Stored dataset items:
********************

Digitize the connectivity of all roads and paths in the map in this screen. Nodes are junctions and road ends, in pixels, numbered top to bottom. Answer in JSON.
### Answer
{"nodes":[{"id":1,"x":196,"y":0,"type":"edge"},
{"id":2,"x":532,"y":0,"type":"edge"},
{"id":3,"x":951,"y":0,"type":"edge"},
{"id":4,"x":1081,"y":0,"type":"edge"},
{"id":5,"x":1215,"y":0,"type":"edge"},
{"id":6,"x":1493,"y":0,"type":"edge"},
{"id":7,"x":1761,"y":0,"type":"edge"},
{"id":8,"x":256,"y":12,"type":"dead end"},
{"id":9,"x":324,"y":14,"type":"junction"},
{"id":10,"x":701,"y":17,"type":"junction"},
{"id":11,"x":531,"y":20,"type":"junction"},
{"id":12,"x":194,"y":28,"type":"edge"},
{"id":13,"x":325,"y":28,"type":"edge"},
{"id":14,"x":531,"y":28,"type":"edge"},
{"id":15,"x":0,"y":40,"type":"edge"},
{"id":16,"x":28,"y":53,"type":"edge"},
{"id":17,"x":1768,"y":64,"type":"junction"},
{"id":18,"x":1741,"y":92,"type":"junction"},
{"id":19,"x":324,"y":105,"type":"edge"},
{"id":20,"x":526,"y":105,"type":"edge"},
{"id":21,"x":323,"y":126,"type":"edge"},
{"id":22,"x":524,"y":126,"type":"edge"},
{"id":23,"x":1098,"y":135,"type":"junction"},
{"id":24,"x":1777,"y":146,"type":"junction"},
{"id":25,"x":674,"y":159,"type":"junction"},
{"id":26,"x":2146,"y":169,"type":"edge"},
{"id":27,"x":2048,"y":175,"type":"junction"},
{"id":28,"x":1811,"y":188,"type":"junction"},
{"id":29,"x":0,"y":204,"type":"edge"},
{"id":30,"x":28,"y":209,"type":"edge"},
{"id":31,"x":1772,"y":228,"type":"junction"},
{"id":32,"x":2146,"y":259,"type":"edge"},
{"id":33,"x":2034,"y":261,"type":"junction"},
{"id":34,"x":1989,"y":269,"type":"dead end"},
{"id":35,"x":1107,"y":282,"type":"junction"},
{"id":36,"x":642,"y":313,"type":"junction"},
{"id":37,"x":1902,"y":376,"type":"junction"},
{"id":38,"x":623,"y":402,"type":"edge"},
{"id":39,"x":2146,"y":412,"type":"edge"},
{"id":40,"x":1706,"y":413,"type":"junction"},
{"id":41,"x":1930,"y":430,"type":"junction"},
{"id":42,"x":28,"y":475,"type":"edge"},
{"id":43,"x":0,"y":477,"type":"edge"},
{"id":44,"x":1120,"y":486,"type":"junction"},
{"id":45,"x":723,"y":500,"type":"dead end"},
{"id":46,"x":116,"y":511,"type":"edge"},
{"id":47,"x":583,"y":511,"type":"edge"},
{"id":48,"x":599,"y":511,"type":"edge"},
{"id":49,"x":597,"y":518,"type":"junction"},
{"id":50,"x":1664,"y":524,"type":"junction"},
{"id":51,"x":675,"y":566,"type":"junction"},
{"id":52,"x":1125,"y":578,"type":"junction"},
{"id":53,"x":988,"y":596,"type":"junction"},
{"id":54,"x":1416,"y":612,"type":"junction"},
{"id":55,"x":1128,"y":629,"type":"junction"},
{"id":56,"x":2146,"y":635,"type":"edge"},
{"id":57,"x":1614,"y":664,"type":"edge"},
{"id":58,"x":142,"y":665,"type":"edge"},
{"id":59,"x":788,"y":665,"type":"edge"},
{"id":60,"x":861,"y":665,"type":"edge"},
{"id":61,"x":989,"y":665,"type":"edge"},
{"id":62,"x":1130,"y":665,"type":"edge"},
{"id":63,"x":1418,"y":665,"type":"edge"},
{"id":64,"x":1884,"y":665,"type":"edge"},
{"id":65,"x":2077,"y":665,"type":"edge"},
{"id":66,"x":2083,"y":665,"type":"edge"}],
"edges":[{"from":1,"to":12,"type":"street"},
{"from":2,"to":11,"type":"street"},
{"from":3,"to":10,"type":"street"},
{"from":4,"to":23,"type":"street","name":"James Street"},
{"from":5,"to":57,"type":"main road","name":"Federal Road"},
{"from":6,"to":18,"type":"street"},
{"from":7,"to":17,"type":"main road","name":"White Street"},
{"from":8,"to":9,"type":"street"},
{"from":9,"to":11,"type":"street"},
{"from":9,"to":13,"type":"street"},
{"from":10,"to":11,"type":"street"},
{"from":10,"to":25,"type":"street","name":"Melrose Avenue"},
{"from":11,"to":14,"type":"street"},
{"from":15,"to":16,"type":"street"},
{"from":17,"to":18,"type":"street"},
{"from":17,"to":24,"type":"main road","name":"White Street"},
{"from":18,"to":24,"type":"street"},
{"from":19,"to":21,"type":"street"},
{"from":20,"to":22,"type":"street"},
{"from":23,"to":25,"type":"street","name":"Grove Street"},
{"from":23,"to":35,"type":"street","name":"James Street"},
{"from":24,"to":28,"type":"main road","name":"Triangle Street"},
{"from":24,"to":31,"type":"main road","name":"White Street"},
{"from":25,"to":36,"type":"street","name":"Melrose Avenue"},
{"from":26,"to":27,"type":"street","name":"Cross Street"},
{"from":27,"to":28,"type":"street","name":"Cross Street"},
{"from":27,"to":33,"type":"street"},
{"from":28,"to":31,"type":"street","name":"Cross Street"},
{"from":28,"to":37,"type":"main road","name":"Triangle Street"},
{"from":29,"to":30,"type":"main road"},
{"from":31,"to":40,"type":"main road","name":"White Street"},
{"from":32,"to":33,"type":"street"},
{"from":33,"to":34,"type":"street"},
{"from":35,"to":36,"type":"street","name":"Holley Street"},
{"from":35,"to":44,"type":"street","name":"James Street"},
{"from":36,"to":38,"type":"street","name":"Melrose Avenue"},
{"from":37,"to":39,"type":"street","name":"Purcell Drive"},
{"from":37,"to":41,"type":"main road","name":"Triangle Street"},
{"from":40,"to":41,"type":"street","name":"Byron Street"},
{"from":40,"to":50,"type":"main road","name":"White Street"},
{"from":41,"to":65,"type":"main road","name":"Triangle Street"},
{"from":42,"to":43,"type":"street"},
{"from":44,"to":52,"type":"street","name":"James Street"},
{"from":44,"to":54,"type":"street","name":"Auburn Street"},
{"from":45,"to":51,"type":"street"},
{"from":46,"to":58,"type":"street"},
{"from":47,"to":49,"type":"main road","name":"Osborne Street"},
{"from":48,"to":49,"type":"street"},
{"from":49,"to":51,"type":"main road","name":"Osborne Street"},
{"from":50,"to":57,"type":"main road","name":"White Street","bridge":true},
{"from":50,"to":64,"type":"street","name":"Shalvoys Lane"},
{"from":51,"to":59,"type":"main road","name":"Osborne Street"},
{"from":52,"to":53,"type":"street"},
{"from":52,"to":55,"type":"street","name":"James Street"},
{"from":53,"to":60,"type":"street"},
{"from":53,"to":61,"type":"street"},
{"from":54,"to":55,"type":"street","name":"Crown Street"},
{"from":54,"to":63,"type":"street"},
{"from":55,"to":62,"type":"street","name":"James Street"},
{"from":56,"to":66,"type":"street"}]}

********************

*Task directions*
Copy every line of the records word for word.

*Solution to the exercise*
Digitize the connectivity of all roads and paths in the map in this screen. Nodes are junctions and road ends, in pixels, numbered top to bottom. Answer in JSON.
### Answer
{"nodes":[{"id":1,"x":196,"y":0,"type":"edge"},
{"id":2,"x":532,"y":0,"type":"edge"},
{"id":3,"x":951,"y":0,"type":"edge"},
{"id":4,"x":1081,"y":0,"type":"edge"},
{"id":5,"x":1215,"y":0,"type":"edge"},
{"id":6,"x":1493,"y":0,"type":"edge"},
{"id":7,"x":1761,"y":0,"type":"edge"},
{"id":8,"x":256,"y":12,"type":"dead end"},
{"id":9,"x":324,"y":14,"type":"junction"},
{"id":10,"x":701,"y":17,"type":"junction"},
{"id":11,"x":531,"y":20,"type":"junction"},
{"id":12,"x":194,"y":28,"type":"edge"},
{"id":13,"x":325,"y":28,"type":"edge"},
{"id":14,"x":531,"y":28,"type":"edge"},
{"id":15,"x":0,"y":40,"type":"edge"},
{"id":16,"x":28,"y":53,"type":"edge"},
{"id":17,"x":1768,"y":64,"type":"junction"},
{"id":18,"x":1741,"y":92,"type":"junction"},
{"id":19,"x":324,"y":105,"type":"edge"},
{"id":20,"x":526,"y":105,"type":"edge"},
{"id":21,"x":323,"y":126,"type":"edge"},
{"id":22,"x":524,"y":126,"type":"edge"},
{"id":23,"x":1098,"y":135,"type":"junction"},
{"id":24,"x":1777,"y":146,"type":"junction"},
{"id":25,"x":674,"y":159,"type":"junction"},
{"id":26,"x":2146,"y":169,"type":"edge"},
{"id":27,"x":2048,"y":175,"type":"junction"},
{"id":28,"x":1811,"y":188,"type":"junction"},
{"id":29,"x":0,"y":204,"type":"edge"},
{"id":30,"x":28,"y":209,"type":"edge"},
{"id":31,"x":1772,"y":228,"type":"junction"},
{"id":32,"x":2146,"y":259,"type":"edge"},
{"id":33,"x":2034,"y":261,"type":"junction"},
{"id":34,"x":1989,"y":269,"type":"dead end"},
{"id":35,"x":1107,"y":282,"type":"junction"},
{"id":36,"x":642,"y":313,"type":"junction"},
{"id":37,"x":1902,"y":376,"type":"junction"},
{"id":38,"x":623,"y":402,"type":"edge"},
{"id":39,"x":2146,"y":412,"type":"edge"},
{"id":40,"x":1706,"y":413,"type":"junction"},
{"id":41,"x":1930,"y":430,"type":"junction"},
{"id":42,"x":28,"y":475,"type":"edge"},
{"id":43,"x":0,"y":477,"type":"edge"},
{"id":44,"x":1120,"y":486,"type":"junction"},
{"id":45,"x":723,"y":500,"type":"dead end"},
{"id":46,"x":116,"y":511,"type":"edge"},
{"id":47,"x":583,"y":511,"type":"edge"},
{"id":48,"x":599,"y":511,"type":"edge"},
{"id":49,"x":597,"y":518,"type":"junction"},
{"id":50,"x":1664,"y":524,"type":"junction"},
{"id":51,"x":675,"y":566,"type":"junction"},
{"id":52,"x":1125,"y":578,"type":"junction"},
{"id":53,"x":988,"y":596,"type":"junction"},
{"id":54,"x":1416,"y":612,"type":"junction"},
{"id":55,"x":1128,"y":629,"type":"junction"},
{"id":56,"x":2146,"y":635,"type":"edge"},
{"id":57,"x":1614,"y":664,"type":"edge"},
{"id":58,"x":142,"y":665,"type":"edge"},
{"id":59,"x":788,"y":665,"type":"edge"},
{"id":60,"x":861,"y":665,"type":"edge"},
{"id":61,"x":989,"y":665,"type":"edge"},
{"id":62,"x":1130,"y":665,"type":"edge"},
{"id":63,"x":1418,"y":665,"type":"edge"},
{"id":64,"x":1884,"y":665,"type":"edge"},
{"id":65,"x":2077,"y":665,"type":"edge"},
{"id":66,"x":2083,"y":665,"type":"edge"}],
"edges":[{"from":1,"to":12,"type":"street"},
{"from":2,"to":11,"type":"street"},
{"from":3,"to":10,"type":"street"},
{"from":4,"to":23,"type":"street","name":"James Street"},
{"from":5,"to":57,"type":"main road","name":"Federal Road"},
{"from":6,"to":18,"type":"street"},
{"from":7,"to":17,"type":"main road","name":"White Street"},
{"from":8,"to":9,"type":"street"},
{"from":9,"to":11,"type":"street"},
{"from":9,"to":13,"type":"street"},
{"from":10,"to":11,"type":"street"},
{"from":10,"to":25,"type":"street","name":"Melrose Avenue"},
{"from":11,"to":14,"type":"street"},
{"from":15,"to":16,"type":"street"},
{"from":17,"to":18,"type":"street"},
{"from":17,"to":24,"type":"main road","name":"White Street"},
{"from":18,"to":24,"type":"street"},
{"from":19,"to":21,"type":"street"},
{"from":20,"to":22,"type":"street"},
{"from":23,"to":25,"type":"street","name":"Grove Street"},
{"from":23,"to":35,"type":"street","name":"James Street"},
{"from":24,"to":28,"type":"main road","name":"Triangle Street"},
{"from":24,"to":31,"type":"main road","name":"White Street"},
{"from":25,"to":36,"type":"street","name":"Melrose Avenue"},
{"from":26,"to":27,"type":"street","name":"Cross Street"},
{"from":27,"to":28,"type":"street","name":"Cross Street"},
{"from":27,"to":33,"type":"street"},
{"from":28,"to":31,"type":"street","name":"Cross Street"},
{"from":28,"to":37,"type":"main road","name":"Triangle Street"},
{"from":29,"to":30,"type":"main road"},
{"from":31,"to":40,"type":"main road","name":"White Street"},
{"from":32,"to":33,"type":"street"},
{"from":33,"to":34,"type":"street"},
{"from":35,"to":36,"type":"street","name":"Holley Street"},
{"from":35,"to":44,"type":"street","name":"James Street"},
{"from":36,"to":38,"type":"street","name":"Melrose Avenue"},
{"from":37,"to":39,"type":"street","name":"Purcell Drive"},
{"from":37,"to":41,"type":"main road","name":"Triangle Street"},
{"from":40,"to":41,"type":"street","name":"Byron Street"},
{"from":40,"to":50,"type":"main road","name":"White Street"},
{"from":41,"to":65,"type":"main road","name":"Triangle Street"},
{"from":42,"to":43,"type":"street"},
{"from":44,"to":52,"type":"street","name":"James Street"},
{"from":44,"to":54,"type":"street","name":"Auburn Street"},
{"from":45,"to":51,"type":"street"},
{"from":46,"to":58,"type":"street"},
{"from":47,"to":49,"type":"main road","name":"Osborne Street"},
{"from":48,"to":49,"type":"street"},
{"from":49,"to":51,"type":"main road","name":"Osborne Street"},
{"from":50,"to":57,"type":"main road","name":"White Street","bridge":true},
{"from":50,"to":64,"type":"street","name":"Shalvoys Lane"},
{"from":51,"to":59,"type":"main road","name":"Osborne Street"},
{"from":52,"to":53,"type":"street"},
{"from":52,"to":55,"type":"street","name":"James Street"},
{"from":53,"to":60,"type":"street"},
{"from":53,"to":61,"type":"street"},
{"from":54,"to":55,"type":"street","name":"Crown Street"},
{"from":54,"to":63,"type":"street"},
{"from":55,"to":62,"type":"street","name":"James Street"},
{"from":56,"to":66,"type":"street"}]}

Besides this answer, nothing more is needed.